Estimer précisément des dommages climatiques : une nécessité cruciale pour les chercheurs et les décideurs politiques
Les estimations des dommages macroéconomiques induits par le réchauffement climatique sont essentielles pour concevoir une politique climatique optimale, quantifier les bénéfices économiques des objectifs de température et éclairer les débats publics et politiques sur l'allocation des ressources nécessaires à l’adaptation au changement climatiques. Les avancées récentes dans l'estimation des impacts climatiques par des méthodes économétriques rigoureuses (Hsiang, 2016), ainsi que la disponibilité croissante de données climatiques à haute résolution ont contribué à faire des progrès significatifs dans cette direction, en quantifiant l'impact des augmentations de température sur le produit intérieur brut (Kalkuhl et Wenz, 2020).

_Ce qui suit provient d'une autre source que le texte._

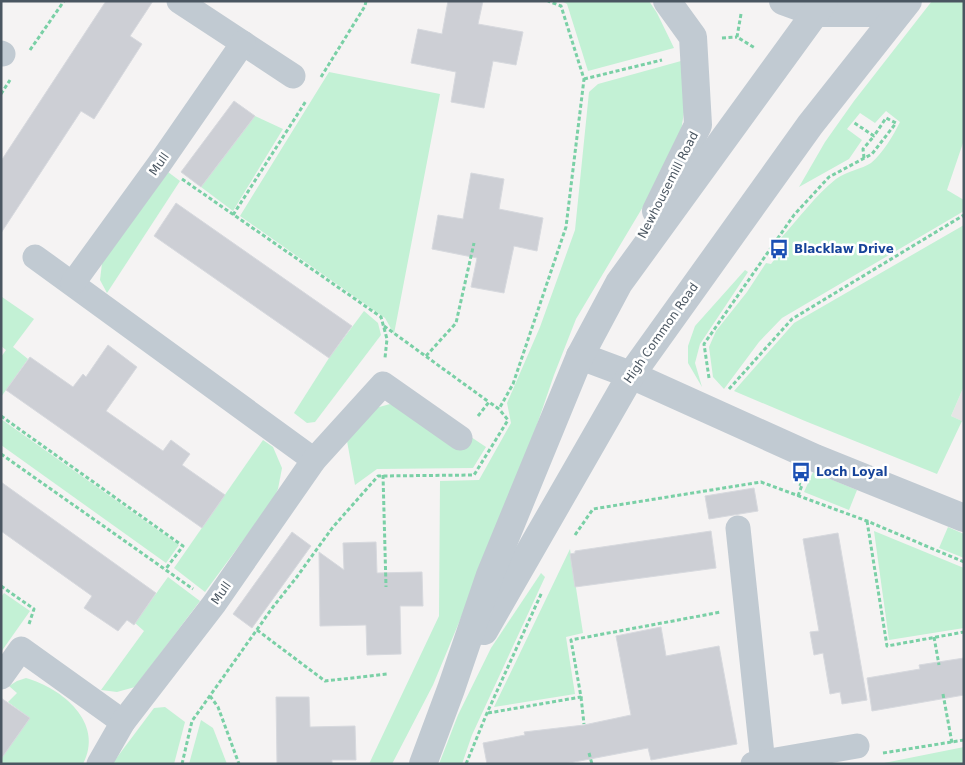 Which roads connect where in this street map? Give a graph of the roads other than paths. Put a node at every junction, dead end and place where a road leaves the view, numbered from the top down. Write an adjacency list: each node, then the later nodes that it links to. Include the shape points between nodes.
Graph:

Malgré l'incertitude entourant l’ampleur des estimations des dommages macroéconomiques induits par les hausses de température, un consensus émerge pour considérer que les coûts économiques les plus importants sont supportés par des pays à revenu faible et intermédiaire (Dell et al., 2012), en raison de leur plus grande exposition à des températures extrêmement élevées et de la forte intensité agricole de leur production intérieure (Nath, 2020).
L'approche empirique traditionnelle pour quantifier les dommages climatiques est d'estimer la réaction de la production économique locale à une variation locale isolée de la température. Dès lors, comme l'agriculture ne représente qu'une faible part du PIB (en 2022, selon la Banque mondiale, 10 % en moyenne mondiale, allant de 26 % en moyenne parmi les pays à faible revenu à 1 % dans les pays à revenu élevé), les incidences macroéconomiques globales des pertes agricoles dues au changement climatique sont supposées être faibles (Costinot et al., 2016). Les estimations obtenues par cette approche ne tiennent cependant pas compte du fait que l'agriculture produit de nombreux biens intermédiaires dont dépendent d'autres secteurs et, que par conséquent, des chocs de productivité locaux dans l'agriculture peuvent se propager au reste de l'économie, à la fois entre les pays et entre les secteurs d’activité, par le biais de liens intersectoriels. Le rôle des liens sectoriels dans l'effet global des fluctuations météorologiques dans l'économie est ambigu ex ante. D'une part, l'ouverture au commerce international et la fragmentation de la production peut aider à accroître la diversification des chaînes d'approvisionnement et à réduire la volatilité de la production. Mais d'autre part, les interconnexions peuvent accroître l'exposition aux chocs dont les effets se répercutent tout au long des chaînes d'approvisionnement. Dès lors, les implications de la prise en compte des interconnexions sectorielles pour quantifier les pertes macroéconomiques induites par les chaleurs extrêmes restent une question empirique sans réponse.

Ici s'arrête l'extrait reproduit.